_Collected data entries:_
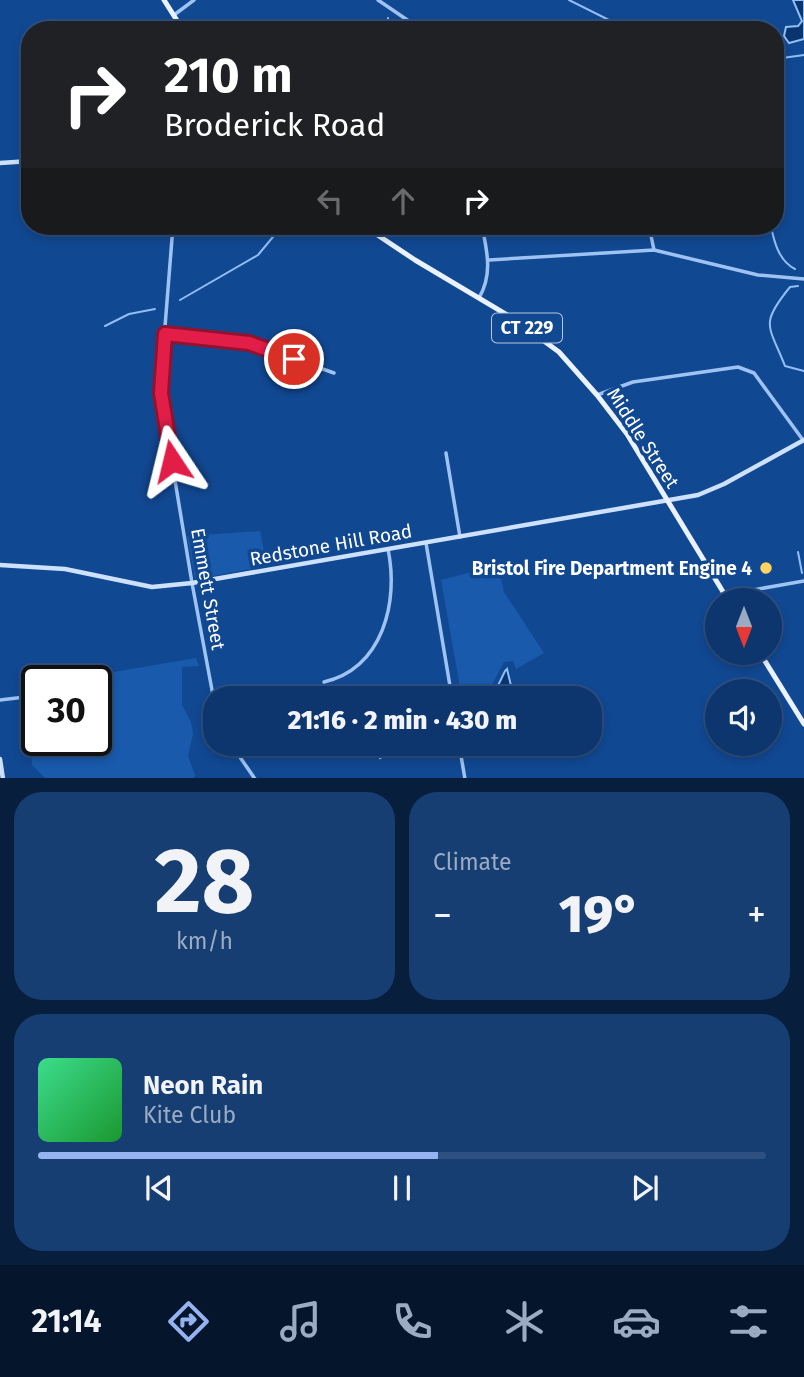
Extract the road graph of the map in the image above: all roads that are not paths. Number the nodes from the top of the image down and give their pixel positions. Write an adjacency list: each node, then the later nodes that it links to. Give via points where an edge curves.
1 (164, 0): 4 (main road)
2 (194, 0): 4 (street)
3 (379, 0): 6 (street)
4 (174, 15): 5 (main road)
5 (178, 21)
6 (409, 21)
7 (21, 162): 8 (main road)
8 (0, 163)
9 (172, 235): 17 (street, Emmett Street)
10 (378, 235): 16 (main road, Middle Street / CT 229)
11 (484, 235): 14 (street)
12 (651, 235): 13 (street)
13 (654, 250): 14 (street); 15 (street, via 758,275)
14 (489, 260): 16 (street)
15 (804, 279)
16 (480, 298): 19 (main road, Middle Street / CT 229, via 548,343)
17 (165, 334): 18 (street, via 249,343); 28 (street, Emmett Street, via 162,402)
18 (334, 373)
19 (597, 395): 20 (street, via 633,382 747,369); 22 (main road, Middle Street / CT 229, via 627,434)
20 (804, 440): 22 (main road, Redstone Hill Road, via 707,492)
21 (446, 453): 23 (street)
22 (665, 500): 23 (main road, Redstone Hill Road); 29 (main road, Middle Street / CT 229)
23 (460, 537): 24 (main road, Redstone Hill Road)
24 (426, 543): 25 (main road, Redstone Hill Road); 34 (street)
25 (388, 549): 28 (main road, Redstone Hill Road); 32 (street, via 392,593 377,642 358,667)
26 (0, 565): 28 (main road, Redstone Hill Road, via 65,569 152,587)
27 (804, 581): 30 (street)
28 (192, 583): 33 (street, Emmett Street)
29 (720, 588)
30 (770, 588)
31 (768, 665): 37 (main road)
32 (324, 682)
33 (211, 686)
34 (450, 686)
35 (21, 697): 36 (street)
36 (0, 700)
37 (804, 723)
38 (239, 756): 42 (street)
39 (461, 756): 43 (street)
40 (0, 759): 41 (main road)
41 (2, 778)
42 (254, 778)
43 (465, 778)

* * *

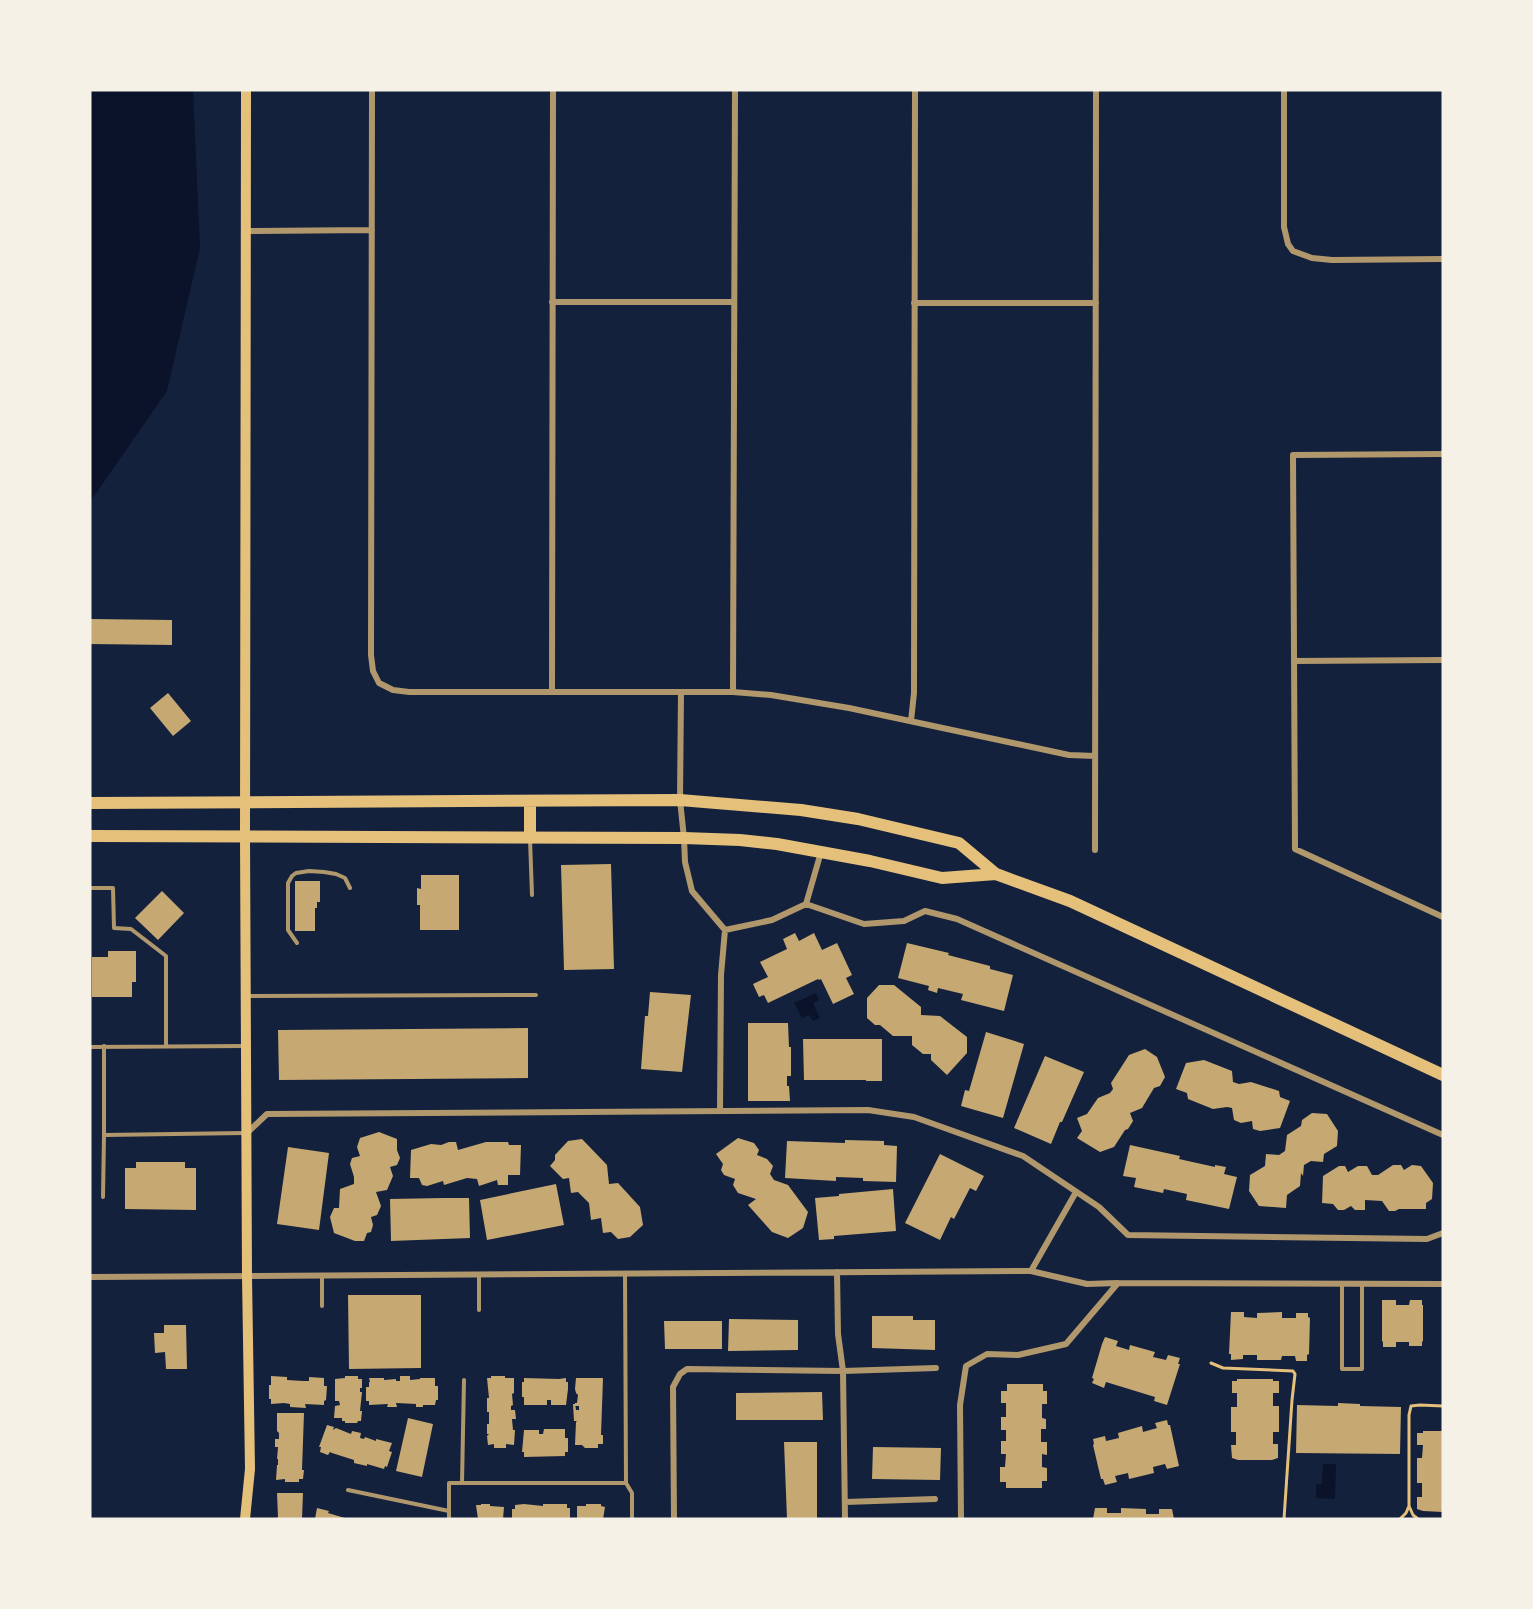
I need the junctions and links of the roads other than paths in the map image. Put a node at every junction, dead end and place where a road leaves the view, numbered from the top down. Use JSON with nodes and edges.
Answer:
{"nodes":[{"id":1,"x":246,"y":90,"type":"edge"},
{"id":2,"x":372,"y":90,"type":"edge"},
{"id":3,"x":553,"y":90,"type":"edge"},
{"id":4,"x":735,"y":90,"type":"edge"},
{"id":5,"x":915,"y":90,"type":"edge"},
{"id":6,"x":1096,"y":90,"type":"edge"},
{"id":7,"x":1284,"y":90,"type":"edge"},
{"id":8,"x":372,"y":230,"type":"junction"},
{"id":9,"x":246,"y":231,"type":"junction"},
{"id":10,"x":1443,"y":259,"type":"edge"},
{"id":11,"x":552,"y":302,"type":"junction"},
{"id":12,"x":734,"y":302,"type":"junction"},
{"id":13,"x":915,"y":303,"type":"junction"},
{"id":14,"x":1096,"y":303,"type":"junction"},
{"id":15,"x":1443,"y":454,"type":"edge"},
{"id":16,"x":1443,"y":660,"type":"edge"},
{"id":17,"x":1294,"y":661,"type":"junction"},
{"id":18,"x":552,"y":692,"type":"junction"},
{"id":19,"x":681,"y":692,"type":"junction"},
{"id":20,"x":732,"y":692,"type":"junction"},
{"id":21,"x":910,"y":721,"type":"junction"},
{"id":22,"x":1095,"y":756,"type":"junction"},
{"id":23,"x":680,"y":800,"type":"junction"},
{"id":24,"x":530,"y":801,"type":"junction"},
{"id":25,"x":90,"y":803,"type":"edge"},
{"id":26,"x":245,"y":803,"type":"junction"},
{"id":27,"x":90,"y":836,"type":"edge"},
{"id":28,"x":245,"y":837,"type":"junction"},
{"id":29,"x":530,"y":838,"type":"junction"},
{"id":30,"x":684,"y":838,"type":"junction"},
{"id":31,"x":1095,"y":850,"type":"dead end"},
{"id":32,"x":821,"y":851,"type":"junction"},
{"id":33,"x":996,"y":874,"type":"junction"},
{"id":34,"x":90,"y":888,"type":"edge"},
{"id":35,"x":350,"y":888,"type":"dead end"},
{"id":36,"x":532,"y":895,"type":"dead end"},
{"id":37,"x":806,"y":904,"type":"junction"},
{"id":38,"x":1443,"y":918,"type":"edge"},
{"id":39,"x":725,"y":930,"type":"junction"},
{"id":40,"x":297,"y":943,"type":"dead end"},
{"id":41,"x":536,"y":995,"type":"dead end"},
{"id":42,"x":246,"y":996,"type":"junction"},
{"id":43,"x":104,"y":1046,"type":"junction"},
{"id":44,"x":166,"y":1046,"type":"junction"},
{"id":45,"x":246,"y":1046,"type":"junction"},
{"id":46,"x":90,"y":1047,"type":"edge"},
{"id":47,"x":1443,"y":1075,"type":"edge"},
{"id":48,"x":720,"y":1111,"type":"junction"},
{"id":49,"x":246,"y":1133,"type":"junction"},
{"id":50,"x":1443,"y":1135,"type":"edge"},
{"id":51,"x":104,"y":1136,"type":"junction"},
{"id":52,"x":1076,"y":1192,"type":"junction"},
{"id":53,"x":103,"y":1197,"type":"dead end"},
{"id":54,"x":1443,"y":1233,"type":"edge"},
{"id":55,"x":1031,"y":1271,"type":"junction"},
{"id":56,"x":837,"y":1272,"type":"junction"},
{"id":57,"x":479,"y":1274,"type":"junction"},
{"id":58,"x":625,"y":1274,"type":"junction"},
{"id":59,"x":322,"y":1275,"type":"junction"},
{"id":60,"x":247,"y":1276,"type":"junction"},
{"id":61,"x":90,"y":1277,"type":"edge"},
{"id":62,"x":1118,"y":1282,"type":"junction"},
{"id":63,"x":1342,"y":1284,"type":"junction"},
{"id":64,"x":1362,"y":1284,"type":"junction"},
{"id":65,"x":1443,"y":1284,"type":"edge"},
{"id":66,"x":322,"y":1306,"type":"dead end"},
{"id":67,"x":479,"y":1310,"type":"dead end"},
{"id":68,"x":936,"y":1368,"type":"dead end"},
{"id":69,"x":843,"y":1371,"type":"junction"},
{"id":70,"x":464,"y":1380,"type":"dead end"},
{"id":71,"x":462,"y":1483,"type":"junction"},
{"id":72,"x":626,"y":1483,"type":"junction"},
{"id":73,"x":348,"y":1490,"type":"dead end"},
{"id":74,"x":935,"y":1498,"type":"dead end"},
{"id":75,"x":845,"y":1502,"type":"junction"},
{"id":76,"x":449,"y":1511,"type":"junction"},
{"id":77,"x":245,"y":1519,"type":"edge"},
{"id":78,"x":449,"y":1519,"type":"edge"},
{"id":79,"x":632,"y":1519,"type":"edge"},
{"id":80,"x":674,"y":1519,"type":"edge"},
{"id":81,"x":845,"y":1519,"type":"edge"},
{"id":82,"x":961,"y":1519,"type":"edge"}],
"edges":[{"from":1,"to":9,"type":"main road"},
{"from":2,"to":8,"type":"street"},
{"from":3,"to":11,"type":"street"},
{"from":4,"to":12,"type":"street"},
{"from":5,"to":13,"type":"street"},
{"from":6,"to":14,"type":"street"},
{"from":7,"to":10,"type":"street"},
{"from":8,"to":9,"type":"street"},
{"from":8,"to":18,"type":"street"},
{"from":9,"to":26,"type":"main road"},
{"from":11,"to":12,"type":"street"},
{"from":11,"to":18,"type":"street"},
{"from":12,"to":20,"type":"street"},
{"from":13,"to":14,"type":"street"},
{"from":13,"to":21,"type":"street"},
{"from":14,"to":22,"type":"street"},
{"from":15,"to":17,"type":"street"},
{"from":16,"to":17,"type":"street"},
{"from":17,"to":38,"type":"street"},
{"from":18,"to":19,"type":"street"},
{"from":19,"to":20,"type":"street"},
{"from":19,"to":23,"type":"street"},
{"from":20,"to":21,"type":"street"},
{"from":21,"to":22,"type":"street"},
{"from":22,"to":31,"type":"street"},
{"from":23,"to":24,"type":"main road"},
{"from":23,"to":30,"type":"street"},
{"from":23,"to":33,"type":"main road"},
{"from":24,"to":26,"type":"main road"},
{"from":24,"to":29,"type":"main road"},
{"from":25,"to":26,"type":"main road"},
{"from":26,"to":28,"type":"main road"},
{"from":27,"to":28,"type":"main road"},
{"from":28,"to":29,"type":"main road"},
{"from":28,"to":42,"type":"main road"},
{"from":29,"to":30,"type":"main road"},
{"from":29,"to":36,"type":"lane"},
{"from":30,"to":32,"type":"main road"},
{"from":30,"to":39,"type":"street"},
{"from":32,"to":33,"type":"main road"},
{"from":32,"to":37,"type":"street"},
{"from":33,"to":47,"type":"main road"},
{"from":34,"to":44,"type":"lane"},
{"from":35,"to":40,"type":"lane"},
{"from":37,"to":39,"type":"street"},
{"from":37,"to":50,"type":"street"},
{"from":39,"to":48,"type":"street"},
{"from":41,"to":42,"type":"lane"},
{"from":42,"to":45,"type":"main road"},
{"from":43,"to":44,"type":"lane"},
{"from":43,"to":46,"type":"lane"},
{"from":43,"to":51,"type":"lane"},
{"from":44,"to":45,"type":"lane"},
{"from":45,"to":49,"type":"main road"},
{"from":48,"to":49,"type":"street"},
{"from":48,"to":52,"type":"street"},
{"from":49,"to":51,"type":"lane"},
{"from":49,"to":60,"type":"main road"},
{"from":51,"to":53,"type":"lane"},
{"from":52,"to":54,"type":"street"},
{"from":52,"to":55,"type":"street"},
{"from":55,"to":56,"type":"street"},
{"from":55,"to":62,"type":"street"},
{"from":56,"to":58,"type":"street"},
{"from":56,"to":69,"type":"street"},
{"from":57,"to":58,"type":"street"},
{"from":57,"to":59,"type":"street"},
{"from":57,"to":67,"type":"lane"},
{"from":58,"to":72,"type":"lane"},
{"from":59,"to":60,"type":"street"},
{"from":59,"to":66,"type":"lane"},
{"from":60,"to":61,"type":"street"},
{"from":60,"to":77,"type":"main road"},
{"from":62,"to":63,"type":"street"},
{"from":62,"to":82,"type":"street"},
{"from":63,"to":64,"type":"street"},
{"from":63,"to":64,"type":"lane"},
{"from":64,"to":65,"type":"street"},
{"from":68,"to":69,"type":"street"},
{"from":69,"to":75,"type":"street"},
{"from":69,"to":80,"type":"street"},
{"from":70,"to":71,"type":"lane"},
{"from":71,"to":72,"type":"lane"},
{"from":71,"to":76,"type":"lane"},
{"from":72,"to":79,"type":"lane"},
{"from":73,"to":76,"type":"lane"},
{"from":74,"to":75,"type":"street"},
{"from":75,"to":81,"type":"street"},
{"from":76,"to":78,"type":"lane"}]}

* * *

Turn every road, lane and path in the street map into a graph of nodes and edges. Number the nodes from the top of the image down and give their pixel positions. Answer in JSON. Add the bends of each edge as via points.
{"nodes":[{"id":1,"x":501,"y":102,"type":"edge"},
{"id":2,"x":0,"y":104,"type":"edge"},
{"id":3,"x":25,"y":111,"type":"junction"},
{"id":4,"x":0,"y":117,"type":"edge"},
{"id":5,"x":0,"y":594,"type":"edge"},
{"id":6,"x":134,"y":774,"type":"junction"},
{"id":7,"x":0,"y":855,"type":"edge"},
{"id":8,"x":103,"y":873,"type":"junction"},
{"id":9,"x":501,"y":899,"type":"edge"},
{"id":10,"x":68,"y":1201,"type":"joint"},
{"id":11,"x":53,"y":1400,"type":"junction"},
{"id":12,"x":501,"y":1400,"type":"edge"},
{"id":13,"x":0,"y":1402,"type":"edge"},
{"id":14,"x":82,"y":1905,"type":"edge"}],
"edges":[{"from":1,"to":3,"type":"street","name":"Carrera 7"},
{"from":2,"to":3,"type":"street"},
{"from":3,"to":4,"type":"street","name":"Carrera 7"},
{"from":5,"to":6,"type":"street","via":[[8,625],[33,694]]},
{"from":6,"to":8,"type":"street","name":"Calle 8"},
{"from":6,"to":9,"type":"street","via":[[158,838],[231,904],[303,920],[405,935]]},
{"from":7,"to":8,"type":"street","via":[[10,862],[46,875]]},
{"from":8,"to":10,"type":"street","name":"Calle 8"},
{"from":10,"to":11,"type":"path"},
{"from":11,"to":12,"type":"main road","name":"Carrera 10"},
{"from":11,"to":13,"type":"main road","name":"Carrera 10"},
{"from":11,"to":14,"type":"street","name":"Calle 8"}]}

_What to do:_ State how many lines in the entries hold "Carrera", please, with no other words.

_Exercise response:_ 4